WHAT NEEDS TO BE DONE
Repeat all of the records exactly, leaving out the pictures.

Collected data:
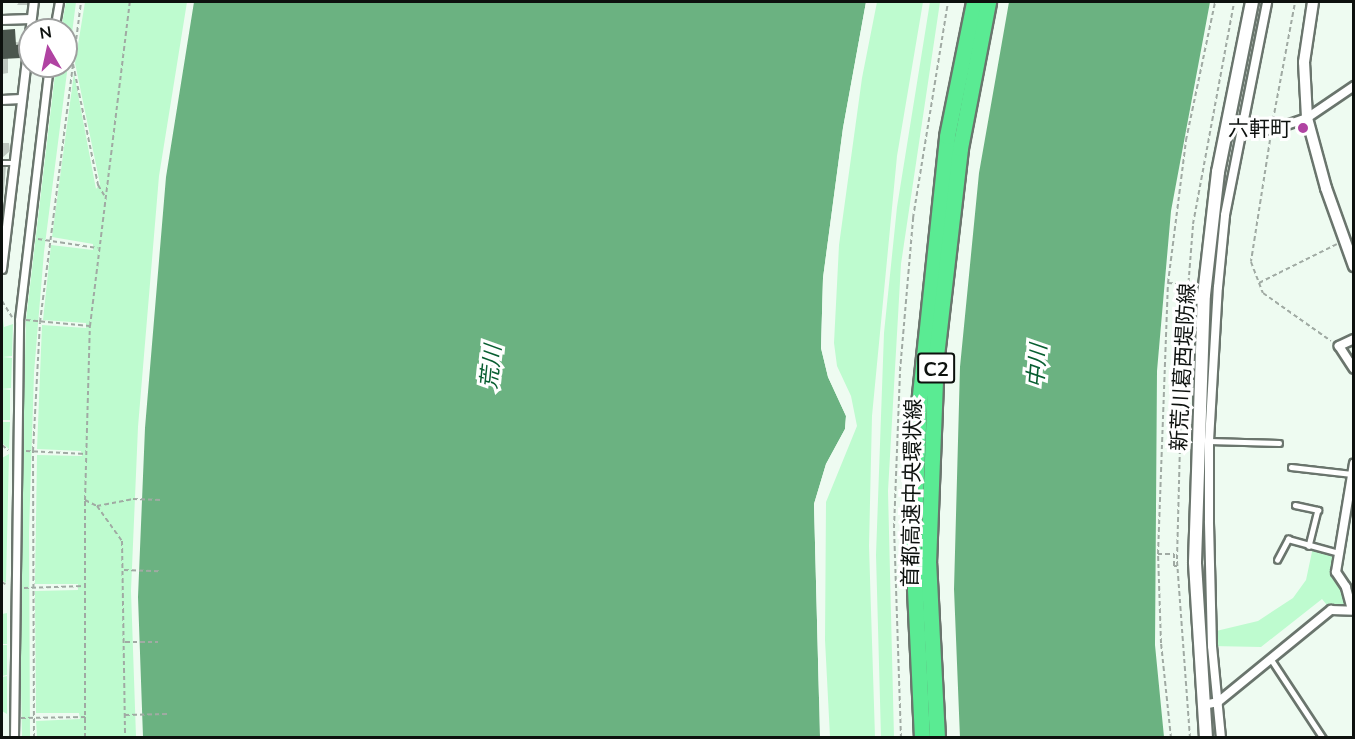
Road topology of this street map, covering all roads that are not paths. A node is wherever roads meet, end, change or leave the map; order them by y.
1 (34, 2) edge
2 (59, 2) edge
3 (974, 2) edge
4 (988, 2) edge
5 (1252, 2) edge
6 (1267, 2) edge
7 (1313, 2) edge
8 (31, 18) edge
9 (56, 18) edge
10 (18, 19) edge
11 (2, 20) edge
12 (24, 78) edge
13 (48, 78) edge
14 (1353, 86) edge
15 (21, 99) junction
16 (2, 100) edge
17 (1307, 118) junction
18 (1240, 129) junction
19 (12, 162) junction
20 (2, 163) edge
21 (4, 220) edge
22 (1222, 240) junction
23 (1208, 242) junction
24 (1353, 266) edge
25 (2, 269) edge
26 (1353, 339) edge
27 (1353, 369) edge
28 (1209, 441) junction
29 (1279, 443) dead end
30 (1353, 463) edge
31 (1291, 467) dead end
32 (1352, 474) junction
33 (1295, 505) dead end
34 (1309, 546) junction
35 (1339, 553) junction
36 (1277, 560) dead end
37 (1353, 611) edge
38 (1271, 659) junction
39 (1218, 702) junction
40 (1203, 705) junction
41 (14, 738) edge
42 (922, 738) edge
43 (937, 738) edge
44 (1206, 738) edge
45 (1221, 738) edge
46 (1323, 738) edge

1 - 8 street
2 - 9 street
3 - 42 highway, 首都高速中央環状線 / C2
4 - 43 highway, 首都高速中央環状線 / C2
5 - 23 main road, 新荒川葛西堤防線
6 - 18 street
7 - 17 street
10 - 11 street
12 - 15 street
13 - 41 street
14 - 17 street
15 - 16 street
15 - 19 street
17 - 18 street
17 - 24 street
18 - 22 street
19 - 20 lane
19 - 21 street
21 - 25 street
22 - 23 street
22 - 28 street
23 - 40 main road, 新荒川葛西堤防線
26 - 27 street
28 - 29 lane
28 - 39 street
30 - 32 street
31 - 32 lane
32 - 35 street
33 - 34 lane
34 - 35 lane
34 - 36 lane
35 - 37 street
37 - 38 street
38 - 39 street
38 - 46 lane
39 - 40 street
39 - 45 street
40 - 44 main road, 新荒川葛西堤防線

RESPONSE AREA
Road topology of this street map, covering all roads that are not paths. A node is wherever roads meet, end, change or leave the map; order them by y.
1 (34, 2) edge
2 (59, 2) edge
3 (974, 2) edge
4 (988, 2) edge
5 (1252, 2) edge
6 (1267, 2) edge
7 (1313, 2) edge
8 (31, 18) edge
9 (56, 18) edge
10 (18, 19) edge
11 (2, 20) edge
12 (24, 78) edge
13 (48, 78) edge
14 (1353, 86) edge
15 (21, 99) junction
16 (2, 100) edge
17 (1307, 118) junction
18 (1240, 129) junction
19 (12, 162) junction
20 (2, 163) edge
21 (4, 220) edge
22 (1222, 240) junction
23 (1208, 242) junction
24 (1353, 266) edge
25 (2, 269) edge
26 (1353, 339) edge
27 (1353, 369) edge
28 (1209, 441) junction
29 (1279, 443) dead end
30 (1353, 463) edge
31 (1291, 467) dead end
32 (1352, 474) junction
33 (1295, 505) dead end
34 (1309, 546) junction
35 (1339, 553) junction
36 (1277, 560) dead end
37 (1353, 611) edge
38 (1271, 659) junction
39 (1218, 702) junction
40 (1203, 705) junction
41 (14, 738) edge
42 (922, 738) edge
43 (937, 738) edge
44 (1206, 738) edge
45 (1221, 738) edge
46 (1323, 738) edge

1 - 8 street
2 - 9 street
3 - 42 highway, 首都高速中央環状線 / C2
4 - 43 highway, 首都高速中央環状線 / C2
5 - 23 main road, 新荒川葛西堤防線
6 - 18 street
7 - 17 street
10 - 11 street
12 - 15 street
13 - 41 street
14 - 17 street
15 - 16 street
15 - 19 street
17 - 18 street
17 - 24 street
18 - 22 street
19 - 20 lane
19 - 21 street
21 - 25 street
22 - 23 street
22 - 28 street
23 - 40 main road, 新荒川葛西堤防線
26 - 27 street
28 - 29 lane
28 - 39 street
30 - 32 street
31 - 32 lane
32 - 35 street
33 - 34 lane
34 - 35 lane
34 - 36 lane
35 - 37 street
37 - 38 street
38 - 39 street
38 - 46 lane
39 - 40 street
39 - 45 street
40 - 44 main road, 新荒川葛西堤防線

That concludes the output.